Às vezes são horas sem acontecer nada. Apenas o barulho da mata, dos helicópteros, o sol da tarde e os sinais do cansaço de quem quase não dormiu por mais de dois dias. Quando o calor é grande, o jeito é tirar o peso do uniforme de operações por um minuto, para o alívio. Mas basta uma mensagem urgente no celular ou alguém gritando ao longe para que a equipe rapidamente feche os zíperes, amarre as botas e afivele os capacetes para entrar nos jipes e dar a ignição. Prancha de salvamento, cordas, mochilas com o material de primeiros socorros. Ninguém sabe o que irá encontrar na “zona quente”, como se chama no jargão a área mapeada para os resgates em situações de desastres ou eventos com múltiplas vítimas.

Às 15:47 deste domingo, 27 de janeiro, os socorristas voluntários da Cruz Vermelha Brasileira – Filial Minas Gerais (CVB-MG) saíram para atender a mais um chamado desses, quando estavam na Estação do Conhecimento de Brumadinho, sede dos trabalhos humanitários na região do rompimento da barragem do Córrego do Feijão, da mineradora Vale. “Recebemos uma demanda de urgência para verificar a possível localização de um sobrevivente por meio do sinal de um telefone celular.

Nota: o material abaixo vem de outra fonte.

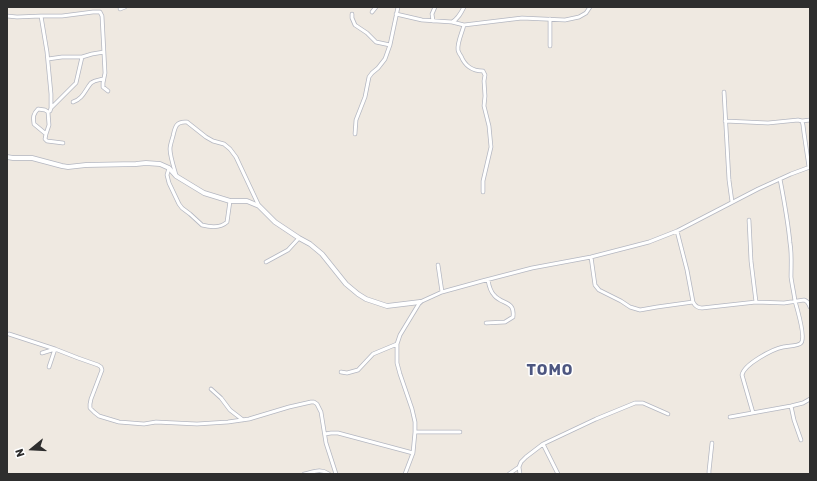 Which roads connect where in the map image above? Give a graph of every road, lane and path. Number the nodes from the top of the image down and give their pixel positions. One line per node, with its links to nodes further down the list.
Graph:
1 (96, 7): 9 (street)
2 (125, 7): 8 (street)
3 (376, 7): 10 (street)
4 (398, 7): 12 (street)
5 (435, 7): 16 (street)
6 (464, 7): 17 (street)
7 (590, 7): 15 (street)
8 (120, 9)
9 (96, 12): 14 (street); 21 (street)
10 (372, 12)
11 (352, 14): 19 (street)
12 (396, 14): 16 (street); 19 (street)
13 (7, 16): 14 (street)
14 (41, 16): 23 (street)
15 (550, 19): 18 (street); 20 (street)
16 (433, 21): 17 (street)
17 (452, 22): 18 (street)
18 (464, 25): 41 (street)
19 (390, 45): 34 (street)
20 (550, 46)
21 (104, 52): 22 (street); 24 (street)
22 (82, 57): 23 (street); 28 (street)
23 (48, 59): 28 (street)
24 (104, 78): 25 (street); 27 (street)
25 (108, 92)
26 (724, 92): 31 (street)
27 (73, 102)
28 (51, 108): 29 (street)
29 (48, 112): 33 (street); 33 (street)
30 (810, 120): 32 (street)
31 (725, 121): 32 (street); 43 (street)
32 (802, 121): 37 (street)
33 (46, 134): 35 (street)
34 (355, 134)
35 (63, 143)
36 (7, 157): 38 (street)
37 (809, 167): 40 (street)
38 (168, 168): 39 (street); 42 (street)
39 (176, 176): 42 (street); 44 (street)
40 (780, 179): 43 (street); 53 (street)
41 (483, 192)
42 (230, 201): 44 (street)
43 (732, 202): 46 (street)
44 (259, 206): 47 (street)
45 (749, 220): 56 (street)
46 (677, 231): 48 (street); 55 (street)
47 (299, 238): 49 (street); 54 (street)
48 (591, 257): 51 (street); 55 (street)
49 (266, 262)
50 (438, 265): 52 (street)
51 (488, 280): 52 (street); 58 (street)
52 (442, 292): 54 (street)
53 (795, 301): 56 (street); 57 (street); 68 (street)
54 (420, 302): 60 (street)
55 (693, 302): 56 (street)
56 (756, 302)
57 (810, 307)
58 (486, 323)
59 (9, 334): 61 (street)
60 (397, 344): 64 (street); 72 (street)
61 (54, 349): 62 (street); 63 (street); 71 (street)
62 (42, 353)
63 (49, 367)
64 (341, 372)
65 (211, 389): 71 (street)
66 (810, 399): 67 (street)
67 (791, 406): 68 (street); 75 (street)
68 (753, 413): 70 (street)
69 (668, 414): 77 (street)
70 (730, 417)
71 (243, 420): 74 (street)
72 (415, 432): 73 (street); 78 (street)
73 (460, 432)
74 (324, 434): 78 (street); 82 (street)
75 (801, 440)
76 (712, 443): 87 (street)
77 (543, 444): 79 (street); 86 (street)
78 (413, 453): 83 (street)
79 (519, 467): 84 (street); 85 (street)
80 (304, 474): 81 (street)
81 (329, 474)
82 (336, 474)
83 (404, 474)
84 (509, 474)
85 (520, 474)
86 (558, 474)
87 (709, 474)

Se o celular estava ligado próximo, poderia haver alguém ali com vida. Era um terreno de vegetação bastante fechada, bem próximo da lama”, relata Walter de Moraes, 42 anos, um dos 50 integrantes da equipe da Cruz Vermelha em Minas que têm atuado na missão desde o primeiro momento.

Era ainda o início da tarde da sexta-feira (25) quando o grupo foi convocado para se reunir na sede da instituição, na região central de Belo Horizonte, e de lá partir imediatamente em comboio de veículos 4×4 para averiguar a dimensão da tragédia de rompimento da barragem e se somar às equipes nas buscas. São membros do time especializado de emergência e resgate da Cruz Vermelha em Minas, constantemente treinados, que já atuaram em situações como o rompimento de barragem em Mariana (MG) no ano de 2015 e as chuvas no estado e na região serrana do Rio de Janeiro em 2011. Os jipes são utilizados para o acesso em condições terrestres desfavoráveis, lama ou regiões remotas não alcançadas por outros veículos.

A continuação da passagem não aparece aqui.